The commentary goes on to say the African peacekeeping force shows the value of an African solution. "It proves that not every civil war in the Third World needs to be settled by intervention from the West." The operative word here is "self help," says the paper.

However, the "FAZ" adds that "it is to be hoped that this experiment will work." The more skeptical say U.S. President George W. Bush should also show that America would be willing to intervene in a strategically unimportant country purely for humanitarian reasons.

THE MOSCOW TIMES:

Writing in "The Moscow Times," Matt Bivens of the U.S. magazine "The Nation" says by unscrupulously favoring political cronies in the post-Soviet privatization process, the Kremlin missed the opportunity to make Russia an economic superpower.

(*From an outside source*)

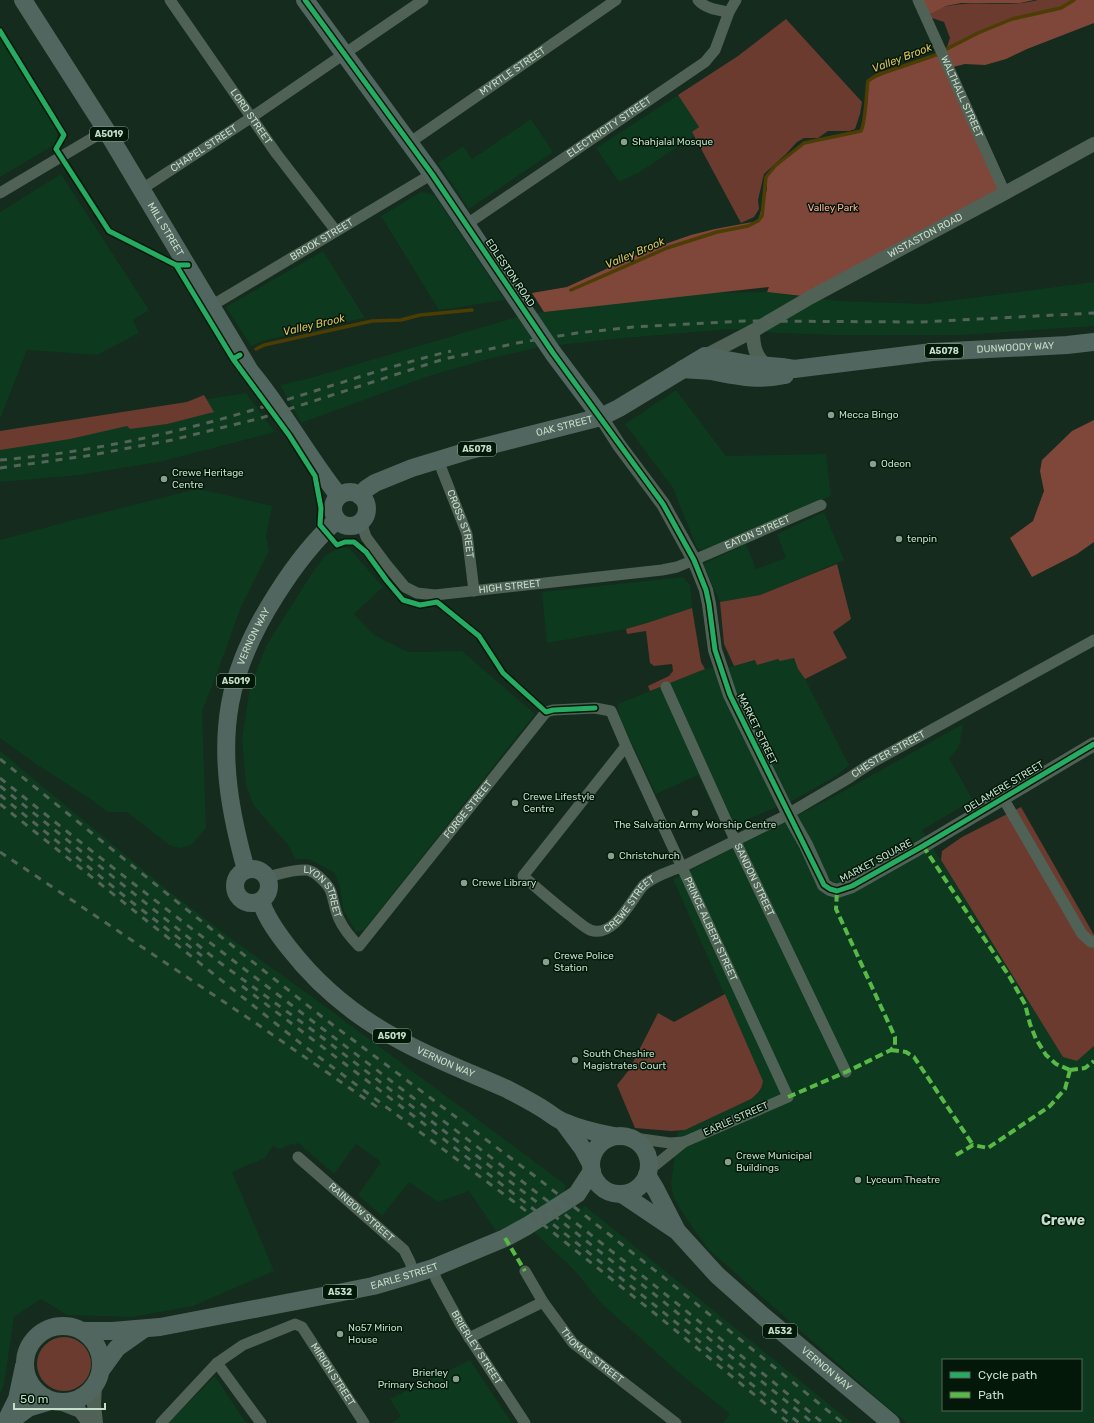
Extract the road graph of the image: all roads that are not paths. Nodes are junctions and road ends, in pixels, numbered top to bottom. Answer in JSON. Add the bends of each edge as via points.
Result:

In 1992, then President Boris Yeltsin announced that "everyone will have an equal opportunity" in the privatization of state-owned enterprises. The Soviet state had owned everything; now village bakeries and shops were to be sold or given to locals, while larger enterprises were to be divided among all Russian citizens, who would receive vouchers denoting their share.

But what in fact happened, says Bivens, was the government sold off the unprofitable industries via the vouchers, as promised, "while real wealth -- from oil fields to telephone companies -- [was] divvied up among friends."

This was a major betrayal of the Russian people, Bivens says. A recent audit of Russia's energy giant Gazprom valued it at $50 billion. Bivens says if Gazprom had been "divided equally among the nation's 148 million people back in the 1990s, one Gazprom share per voucher; and had the stock value risen to reflect the company's value [today]; then each voucher could have been worth $340. For a family of three, that would have been $1,020 in stock."

And this is only in one company, Bivens points out -- in a country where today, "millions of families live on less than that in a year." But instead, Bivens says, "a well-connected handful took it all."

LE MONDE:

An item in France's leading daily "Le Monde" says Azerbaijan's President Heidar Aliyev has "propelled" his son Ilham into the post of prime minister with the aid of a "docile parliament." The parliament approved the appointment with 101 votes for and only one abstention. Twenty-three members of parliament, mostly from the opposition, boycotted the vote.

The ailing 80-year-old president is up for re-election on 15 October and many observers suspected he would seek to make his son his successor if his health continued to deteriorate. According to the Azerbaijani Constitution, if the head of state is unable to serve, he is replaced by the prime minister until such time as new elections can be held, at maximum after three months. The fate of outgoing Prime Minister Artur Rasizade was not discussed at the parliamentary session.

President Aliyev has been hospitalized with heart problems since 8 July at a facility near Ankara. It is his second hospital stay since April, when he collapsed during a live televised speech.